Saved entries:
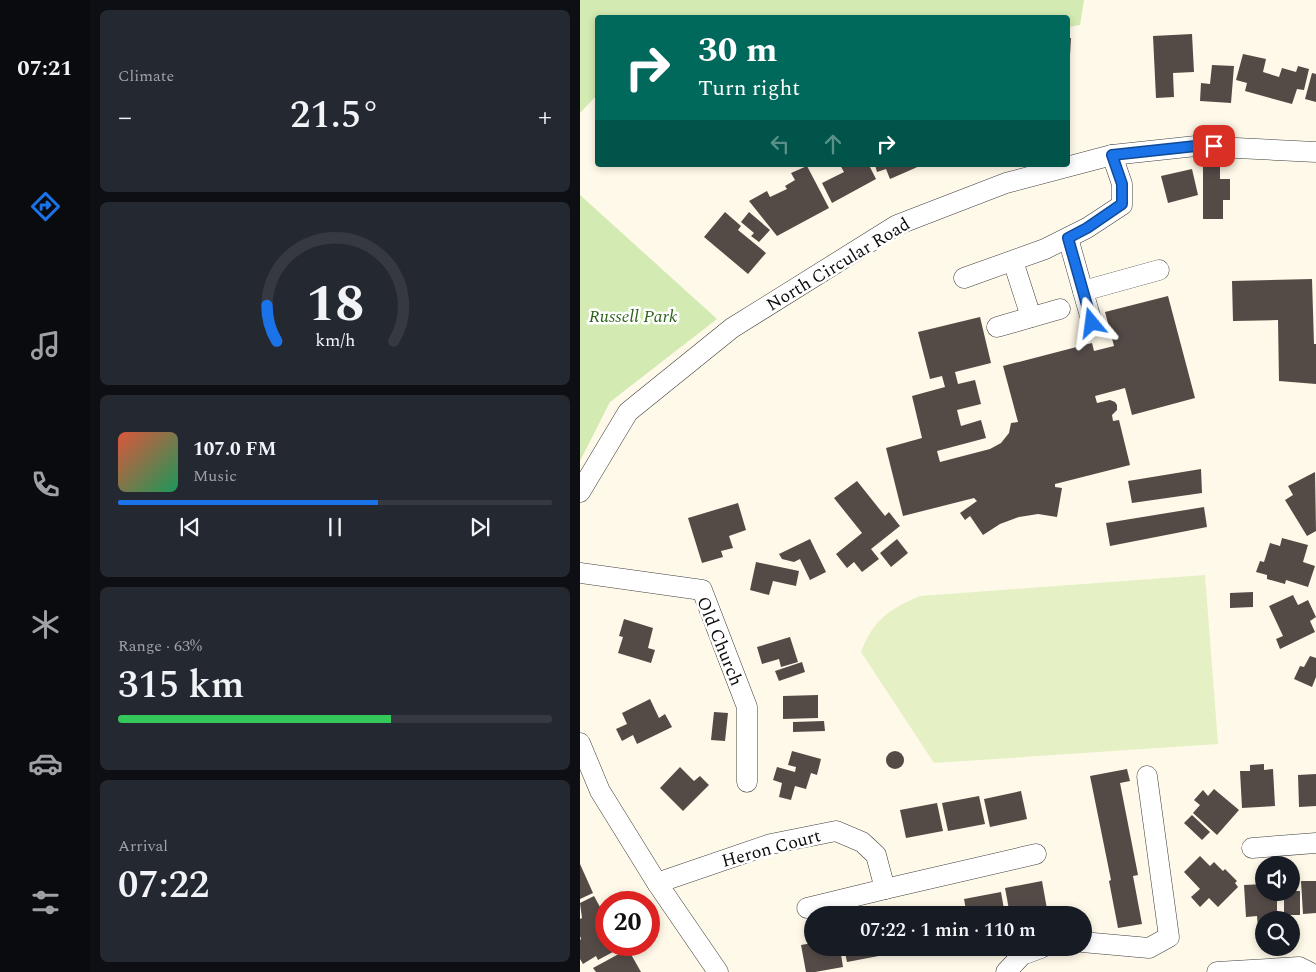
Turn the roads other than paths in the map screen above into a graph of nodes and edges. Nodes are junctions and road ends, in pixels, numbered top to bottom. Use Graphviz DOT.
graph roads {
  1 [pos="1316,152"];
  2 [pos="1112,155"];
  3 [pos="1070,166"];
  4 [pos="1067,167"];
  5 [pos="1068,238"];
  6 [pos="1013,260"];
  7 [pos="1159,270"];
  8 [pos="964,278"];
  9 [pos="1083,291"];
  10 [pos="1060,309"];
  11 [pos="1031,317"];
  12 [pos="1092,323"];
  13 [pos="997,327"];
  14 [pos="580,492"];
  15 [pos="580,573"];
  16 [pos="580,744"];
  17 [pos="1148,776"];
  18 [pos="747,782"];
  19 [pos="1316,843"];
  20 [pos="1252,848"];
  21 [pos="1036,854"];
  22 [pos="657,883"];
  23 [pos="885,889"];
  24 [pos="816,906"];
  25 [pos="1092,943"];
  26 [pos="1021,956"];
  27 [pos="718,972"];
  28 [pos="1006,972"];
  29 [pos="1217,972"];
  30 [pos="1309,972"];
  1 -- 2 [label="street, North Circular Road"];
  2 -- 3 [label="street, North Circular Road"];
  2 -- 5 [label="street"];
  4 -- 14 [label="street, North Circular Road"];
  5 -- 6 [label="street"];
  5 -- 9 [label="street"];
  6 -- 8 [label="street"];
  6 -- 11 [label="street"];
  7 -- 9 [label="street"];
  9 -- 12 [label="street"];
  10 -- 11 [label="street"];
  11 -- 13 [label="street"];
  15 -- 18 [label="street, Old Church"];
  16 -- 22 [label="street"];
  17 -- 25 [label="street"];
  19 -- 20 [label="street"];
  21 -- 23 [label="street"];
  22 -- 23 [label="street, Heron Court"];
  22 -- 27 [label="street"];
  23 -- 24 [label="street"];
  26 -- 28 [label="street"];
  29 -- 30 [label="street"];
}
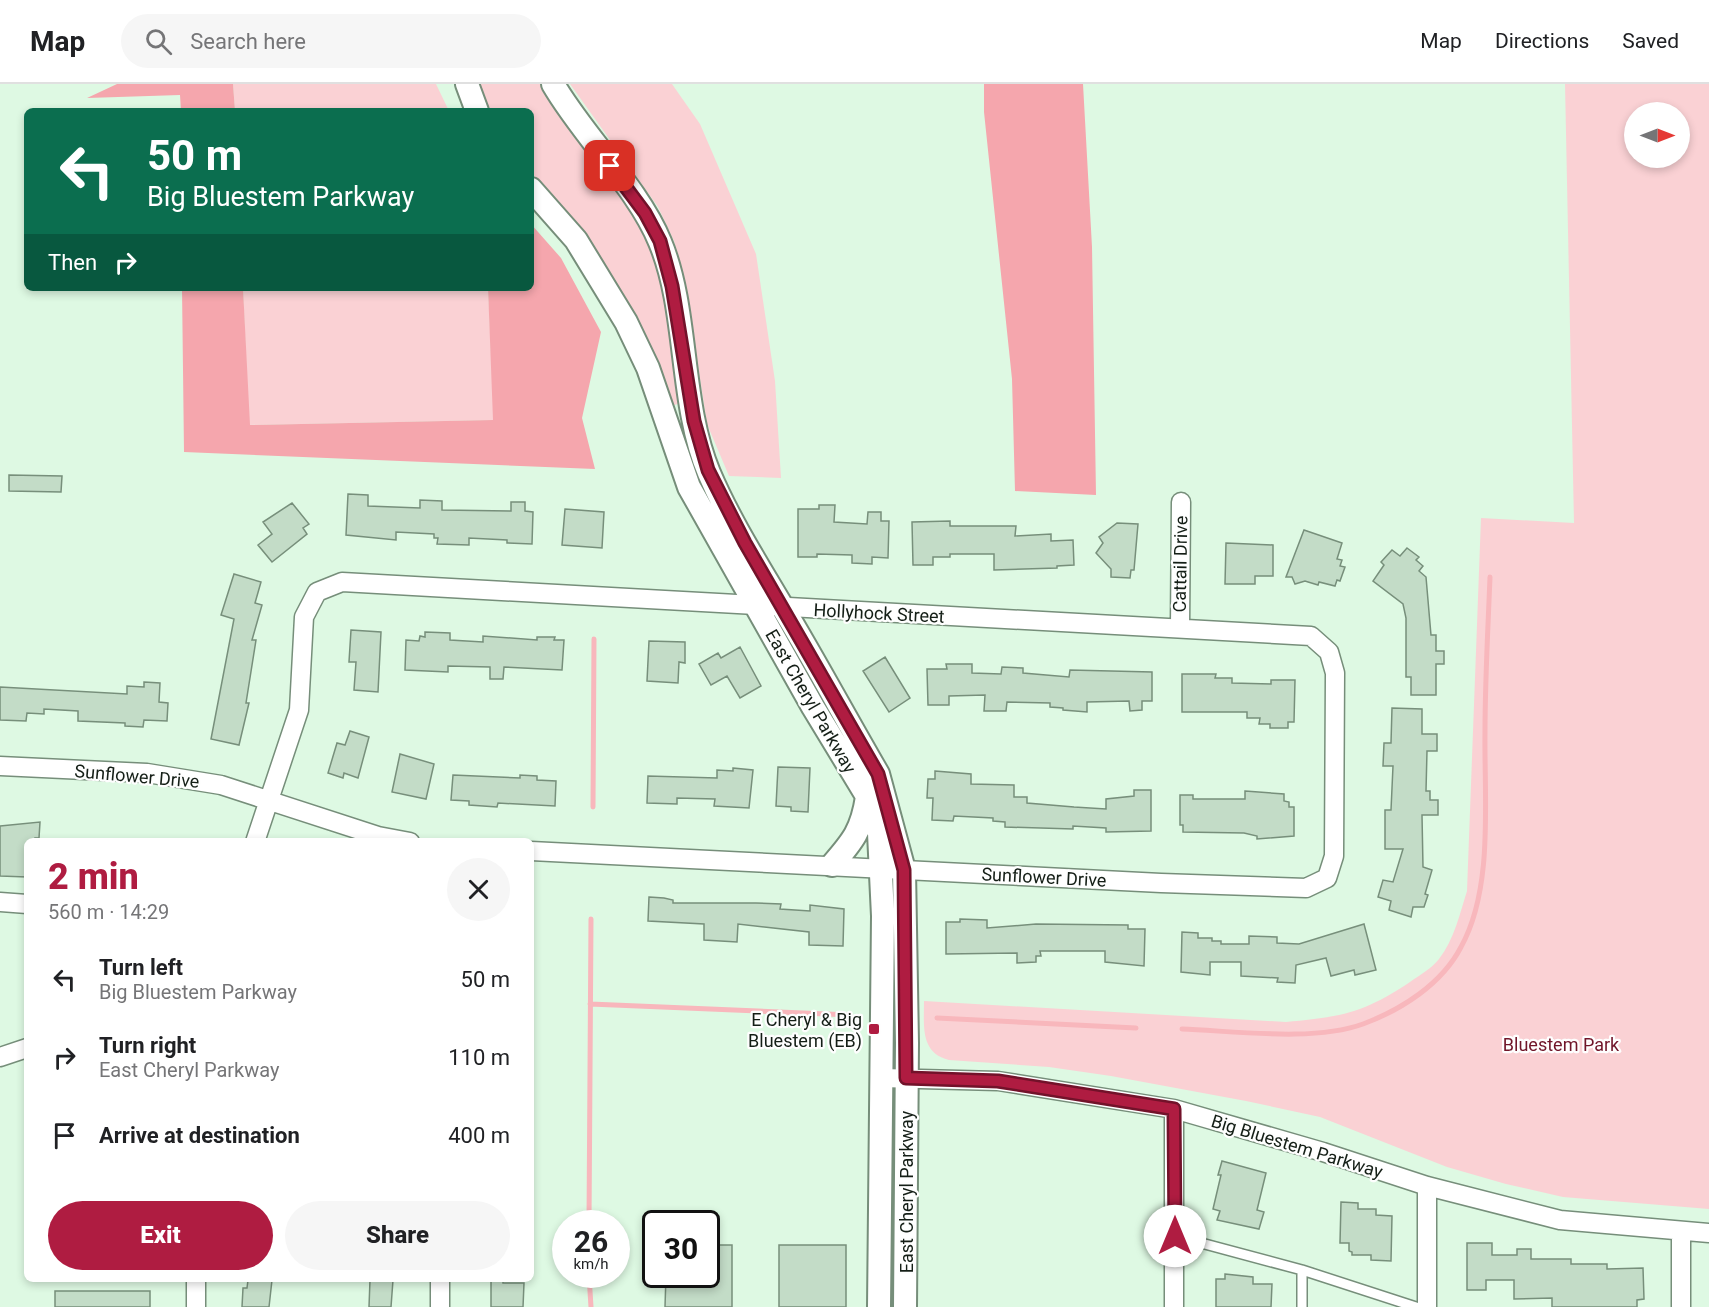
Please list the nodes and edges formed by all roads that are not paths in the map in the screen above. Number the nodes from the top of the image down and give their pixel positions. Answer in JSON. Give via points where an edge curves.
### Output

_THE PROBLEM:_ Each line from the one containing "Please list the" to the final line above should be written out exactly; please omit the others.

_EXERCISE SOLUTION:_
Please list the nodes and edges formed by all roads that are not paths in the map in the screen above. Number the nodes from the top of the image down and give their pixel positions. Answer in JSON. Give via points where an edge curves.
### Output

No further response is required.